:: Directions for this task ::
The word "Arnold" marks the lines to keep; find each one in the data and copy it.

:: Data to use ::
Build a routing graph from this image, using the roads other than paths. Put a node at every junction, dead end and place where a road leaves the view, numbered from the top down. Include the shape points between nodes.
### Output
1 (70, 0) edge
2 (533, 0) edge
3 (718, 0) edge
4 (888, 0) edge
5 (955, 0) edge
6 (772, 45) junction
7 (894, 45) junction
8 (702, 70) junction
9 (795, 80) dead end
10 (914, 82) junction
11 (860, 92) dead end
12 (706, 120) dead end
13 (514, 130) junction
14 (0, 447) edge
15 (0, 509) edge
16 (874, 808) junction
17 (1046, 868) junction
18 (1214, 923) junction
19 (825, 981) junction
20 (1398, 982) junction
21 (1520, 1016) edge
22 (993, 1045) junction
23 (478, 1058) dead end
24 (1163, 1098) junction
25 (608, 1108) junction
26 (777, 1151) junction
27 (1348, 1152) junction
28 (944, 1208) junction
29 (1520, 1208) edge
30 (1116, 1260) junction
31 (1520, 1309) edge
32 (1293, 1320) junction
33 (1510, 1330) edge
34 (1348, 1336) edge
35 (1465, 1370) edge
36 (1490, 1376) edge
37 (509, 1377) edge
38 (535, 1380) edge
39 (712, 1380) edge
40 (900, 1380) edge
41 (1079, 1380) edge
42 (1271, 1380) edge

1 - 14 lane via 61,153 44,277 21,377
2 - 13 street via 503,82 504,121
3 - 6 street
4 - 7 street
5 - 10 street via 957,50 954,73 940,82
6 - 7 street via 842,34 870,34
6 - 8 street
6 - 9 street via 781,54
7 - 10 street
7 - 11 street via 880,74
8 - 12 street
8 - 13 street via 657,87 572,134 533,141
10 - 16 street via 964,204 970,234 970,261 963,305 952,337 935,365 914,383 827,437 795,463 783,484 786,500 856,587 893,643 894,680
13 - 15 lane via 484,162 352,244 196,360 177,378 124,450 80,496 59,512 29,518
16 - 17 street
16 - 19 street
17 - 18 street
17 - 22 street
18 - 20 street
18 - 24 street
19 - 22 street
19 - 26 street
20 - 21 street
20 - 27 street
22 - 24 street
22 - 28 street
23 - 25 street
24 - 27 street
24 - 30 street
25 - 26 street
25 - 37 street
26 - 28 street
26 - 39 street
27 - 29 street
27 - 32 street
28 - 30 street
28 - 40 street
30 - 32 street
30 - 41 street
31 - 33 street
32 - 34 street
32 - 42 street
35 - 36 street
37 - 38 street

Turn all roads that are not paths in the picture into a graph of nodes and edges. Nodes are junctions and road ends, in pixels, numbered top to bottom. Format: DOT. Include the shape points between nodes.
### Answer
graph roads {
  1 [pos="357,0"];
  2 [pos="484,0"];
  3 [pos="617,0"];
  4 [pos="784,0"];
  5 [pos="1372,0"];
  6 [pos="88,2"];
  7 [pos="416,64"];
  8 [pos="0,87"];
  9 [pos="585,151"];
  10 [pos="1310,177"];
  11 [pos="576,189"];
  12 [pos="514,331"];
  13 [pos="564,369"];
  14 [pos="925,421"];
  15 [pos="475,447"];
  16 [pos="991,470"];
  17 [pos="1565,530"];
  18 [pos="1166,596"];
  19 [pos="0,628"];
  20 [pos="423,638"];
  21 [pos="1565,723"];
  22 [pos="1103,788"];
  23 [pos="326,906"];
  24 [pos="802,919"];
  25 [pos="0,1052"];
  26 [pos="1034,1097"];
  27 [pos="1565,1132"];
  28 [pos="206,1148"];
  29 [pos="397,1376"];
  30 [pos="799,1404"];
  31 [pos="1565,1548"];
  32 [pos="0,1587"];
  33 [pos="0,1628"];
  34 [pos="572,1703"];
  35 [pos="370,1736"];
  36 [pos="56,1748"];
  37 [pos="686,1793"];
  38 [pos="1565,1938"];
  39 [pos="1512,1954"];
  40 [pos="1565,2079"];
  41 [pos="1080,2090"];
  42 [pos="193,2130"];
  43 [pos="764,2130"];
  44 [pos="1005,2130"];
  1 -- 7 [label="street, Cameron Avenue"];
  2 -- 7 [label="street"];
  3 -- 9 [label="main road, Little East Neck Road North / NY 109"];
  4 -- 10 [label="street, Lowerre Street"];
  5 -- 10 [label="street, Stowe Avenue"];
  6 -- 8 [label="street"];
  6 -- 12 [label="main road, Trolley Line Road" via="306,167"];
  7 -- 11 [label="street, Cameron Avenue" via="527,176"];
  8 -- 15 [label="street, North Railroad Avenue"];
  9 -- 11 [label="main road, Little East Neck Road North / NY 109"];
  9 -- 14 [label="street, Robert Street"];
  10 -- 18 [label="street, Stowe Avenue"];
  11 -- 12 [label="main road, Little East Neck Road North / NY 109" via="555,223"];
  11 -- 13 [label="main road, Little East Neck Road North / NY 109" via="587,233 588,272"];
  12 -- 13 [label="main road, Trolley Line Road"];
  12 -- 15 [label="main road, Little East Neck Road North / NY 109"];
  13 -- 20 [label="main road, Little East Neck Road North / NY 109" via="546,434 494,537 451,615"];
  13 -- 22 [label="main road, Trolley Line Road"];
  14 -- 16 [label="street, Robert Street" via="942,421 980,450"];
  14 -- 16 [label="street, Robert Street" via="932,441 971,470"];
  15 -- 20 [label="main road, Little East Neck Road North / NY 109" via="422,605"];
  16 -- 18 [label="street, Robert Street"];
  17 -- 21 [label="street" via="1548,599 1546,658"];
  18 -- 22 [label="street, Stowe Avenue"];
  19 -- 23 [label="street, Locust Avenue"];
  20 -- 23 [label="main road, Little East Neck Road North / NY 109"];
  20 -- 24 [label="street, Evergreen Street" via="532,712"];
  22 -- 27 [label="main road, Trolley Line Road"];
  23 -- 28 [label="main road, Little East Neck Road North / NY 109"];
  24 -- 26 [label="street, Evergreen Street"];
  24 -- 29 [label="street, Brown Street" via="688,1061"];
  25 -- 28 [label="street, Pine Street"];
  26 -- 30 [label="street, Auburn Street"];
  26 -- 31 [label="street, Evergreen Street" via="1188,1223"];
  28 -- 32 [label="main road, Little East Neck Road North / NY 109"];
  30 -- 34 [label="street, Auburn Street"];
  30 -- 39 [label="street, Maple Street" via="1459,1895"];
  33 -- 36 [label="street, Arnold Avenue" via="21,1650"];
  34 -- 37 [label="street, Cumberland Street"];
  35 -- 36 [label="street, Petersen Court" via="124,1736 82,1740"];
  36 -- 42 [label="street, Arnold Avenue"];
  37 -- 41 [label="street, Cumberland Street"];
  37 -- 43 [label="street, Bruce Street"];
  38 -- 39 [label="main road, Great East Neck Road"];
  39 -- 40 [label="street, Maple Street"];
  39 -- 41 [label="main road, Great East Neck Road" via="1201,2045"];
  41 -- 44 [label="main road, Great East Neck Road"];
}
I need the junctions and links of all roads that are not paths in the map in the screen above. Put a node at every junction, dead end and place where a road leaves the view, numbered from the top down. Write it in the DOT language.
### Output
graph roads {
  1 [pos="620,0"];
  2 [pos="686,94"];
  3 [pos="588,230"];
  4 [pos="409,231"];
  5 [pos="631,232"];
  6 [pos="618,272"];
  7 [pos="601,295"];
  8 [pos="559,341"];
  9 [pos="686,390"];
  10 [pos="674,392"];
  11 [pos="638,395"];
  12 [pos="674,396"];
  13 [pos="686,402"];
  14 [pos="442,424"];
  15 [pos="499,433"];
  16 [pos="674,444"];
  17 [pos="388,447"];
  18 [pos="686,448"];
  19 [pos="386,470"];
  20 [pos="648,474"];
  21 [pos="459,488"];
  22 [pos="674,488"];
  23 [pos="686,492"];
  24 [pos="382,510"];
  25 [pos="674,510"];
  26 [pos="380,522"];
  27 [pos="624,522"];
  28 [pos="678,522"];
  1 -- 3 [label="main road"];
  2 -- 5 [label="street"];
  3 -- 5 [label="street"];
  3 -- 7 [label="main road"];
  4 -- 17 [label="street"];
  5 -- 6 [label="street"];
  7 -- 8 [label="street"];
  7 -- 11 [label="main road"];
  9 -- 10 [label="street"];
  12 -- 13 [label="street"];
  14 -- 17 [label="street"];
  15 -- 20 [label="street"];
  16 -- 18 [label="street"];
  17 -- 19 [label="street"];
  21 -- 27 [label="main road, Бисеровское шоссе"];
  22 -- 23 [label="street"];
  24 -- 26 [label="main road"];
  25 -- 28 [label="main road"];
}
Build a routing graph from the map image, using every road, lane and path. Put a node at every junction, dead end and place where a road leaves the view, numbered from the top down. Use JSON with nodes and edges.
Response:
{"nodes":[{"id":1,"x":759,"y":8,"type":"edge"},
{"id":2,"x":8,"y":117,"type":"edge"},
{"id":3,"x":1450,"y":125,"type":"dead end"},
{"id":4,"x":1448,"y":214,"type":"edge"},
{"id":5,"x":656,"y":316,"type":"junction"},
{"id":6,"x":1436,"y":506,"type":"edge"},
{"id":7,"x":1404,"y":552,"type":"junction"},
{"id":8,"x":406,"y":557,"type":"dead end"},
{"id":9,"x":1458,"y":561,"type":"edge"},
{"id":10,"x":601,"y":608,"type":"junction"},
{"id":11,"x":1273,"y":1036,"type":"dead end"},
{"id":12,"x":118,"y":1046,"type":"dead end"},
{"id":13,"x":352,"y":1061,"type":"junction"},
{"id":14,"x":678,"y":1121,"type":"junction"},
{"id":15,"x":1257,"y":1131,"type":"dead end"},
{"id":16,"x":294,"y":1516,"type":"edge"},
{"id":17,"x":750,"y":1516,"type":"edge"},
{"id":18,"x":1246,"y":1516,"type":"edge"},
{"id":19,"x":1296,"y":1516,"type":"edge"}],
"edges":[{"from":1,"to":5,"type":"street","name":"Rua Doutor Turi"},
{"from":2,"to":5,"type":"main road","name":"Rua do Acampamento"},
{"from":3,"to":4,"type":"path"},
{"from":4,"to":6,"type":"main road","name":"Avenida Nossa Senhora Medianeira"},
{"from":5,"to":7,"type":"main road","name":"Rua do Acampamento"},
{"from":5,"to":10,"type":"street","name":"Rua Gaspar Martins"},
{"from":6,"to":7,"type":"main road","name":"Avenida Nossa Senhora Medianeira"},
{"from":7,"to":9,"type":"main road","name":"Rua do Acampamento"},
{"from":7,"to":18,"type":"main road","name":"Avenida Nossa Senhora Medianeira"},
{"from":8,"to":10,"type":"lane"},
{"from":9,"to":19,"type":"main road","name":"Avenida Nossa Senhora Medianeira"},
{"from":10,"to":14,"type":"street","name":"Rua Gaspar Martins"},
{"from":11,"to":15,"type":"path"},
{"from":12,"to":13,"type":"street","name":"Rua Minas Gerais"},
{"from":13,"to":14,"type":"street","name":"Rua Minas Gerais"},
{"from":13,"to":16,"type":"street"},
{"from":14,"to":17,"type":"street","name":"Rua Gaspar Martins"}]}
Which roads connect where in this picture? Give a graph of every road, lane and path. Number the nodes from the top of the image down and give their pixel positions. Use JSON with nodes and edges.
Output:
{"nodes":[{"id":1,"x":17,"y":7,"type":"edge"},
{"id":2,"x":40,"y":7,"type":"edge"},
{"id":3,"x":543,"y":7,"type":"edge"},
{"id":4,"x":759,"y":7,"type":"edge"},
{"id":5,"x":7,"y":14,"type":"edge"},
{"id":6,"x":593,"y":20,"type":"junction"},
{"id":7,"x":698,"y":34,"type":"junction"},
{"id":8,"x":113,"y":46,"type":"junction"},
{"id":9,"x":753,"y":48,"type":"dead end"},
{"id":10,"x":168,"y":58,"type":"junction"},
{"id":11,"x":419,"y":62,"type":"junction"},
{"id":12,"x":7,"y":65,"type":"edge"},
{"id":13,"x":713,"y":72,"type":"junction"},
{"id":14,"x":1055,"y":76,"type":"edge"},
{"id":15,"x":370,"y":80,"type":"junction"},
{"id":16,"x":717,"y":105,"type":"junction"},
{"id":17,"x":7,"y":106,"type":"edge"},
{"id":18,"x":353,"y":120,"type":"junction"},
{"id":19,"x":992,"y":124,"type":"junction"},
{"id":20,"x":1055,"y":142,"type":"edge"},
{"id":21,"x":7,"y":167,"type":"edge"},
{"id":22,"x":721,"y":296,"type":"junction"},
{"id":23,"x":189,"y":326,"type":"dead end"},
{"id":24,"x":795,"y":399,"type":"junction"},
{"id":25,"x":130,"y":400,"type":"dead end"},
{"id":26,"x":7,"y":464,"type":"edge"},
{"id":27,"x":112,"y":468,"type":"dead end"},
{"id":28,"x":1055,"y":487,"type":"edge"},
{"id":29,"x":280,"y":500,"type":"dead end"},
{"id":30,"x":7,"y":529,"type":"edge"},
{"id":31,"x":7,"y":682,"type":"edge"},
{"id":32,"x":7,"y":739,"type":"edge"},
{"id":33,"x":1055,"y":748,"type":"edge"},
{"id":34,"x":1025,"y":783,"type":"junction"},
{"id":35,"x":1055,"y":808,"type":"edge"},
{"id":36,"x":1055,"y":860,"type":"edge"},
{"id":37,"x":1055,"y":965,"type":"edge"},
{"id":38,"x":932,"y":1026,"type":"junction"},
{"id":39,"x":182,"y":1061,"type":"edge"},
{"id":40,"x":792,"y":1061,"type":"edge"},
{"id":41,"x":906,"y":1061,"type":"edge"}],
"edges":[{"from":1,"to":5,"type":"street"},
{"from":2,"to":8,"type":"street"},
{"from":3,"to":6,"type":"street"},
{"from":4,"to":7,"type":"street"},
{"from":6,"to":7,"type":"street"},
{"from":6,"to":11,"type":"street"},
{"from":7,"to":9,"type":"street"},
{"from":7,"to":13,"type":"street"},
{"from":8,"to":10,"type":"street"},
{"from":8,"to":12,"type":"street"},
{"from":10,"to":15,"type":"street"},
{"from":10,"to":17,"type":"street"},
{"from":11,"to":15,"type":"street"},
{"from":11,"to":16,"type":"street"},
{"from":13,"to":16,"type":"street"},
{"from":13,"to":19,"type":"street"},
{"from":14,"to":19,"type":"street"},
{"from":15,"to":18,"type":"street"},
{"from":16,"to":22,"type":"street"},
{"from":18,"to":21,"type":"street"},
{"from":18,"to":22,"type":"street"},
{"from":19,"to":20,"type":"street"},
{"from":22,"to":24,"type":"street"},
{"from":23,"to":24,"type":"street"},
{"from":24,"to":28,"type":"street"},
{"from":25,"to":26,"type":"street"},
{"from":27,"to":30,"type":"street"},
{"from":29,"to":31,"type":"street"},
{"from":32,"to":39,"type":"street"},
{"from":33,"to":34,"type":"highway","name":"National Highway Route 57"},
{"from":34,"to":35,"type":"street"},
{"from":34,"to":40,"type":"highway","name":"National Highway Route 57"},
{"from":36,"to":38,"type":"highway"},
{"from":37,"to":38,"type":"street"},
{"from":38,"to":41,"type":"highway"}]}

:: Written solution ::
  33 -- 36 [label="street, Arnold Avenue" via="21,1650"];
  36 -- 42 [label="street, Arnold Avenue"];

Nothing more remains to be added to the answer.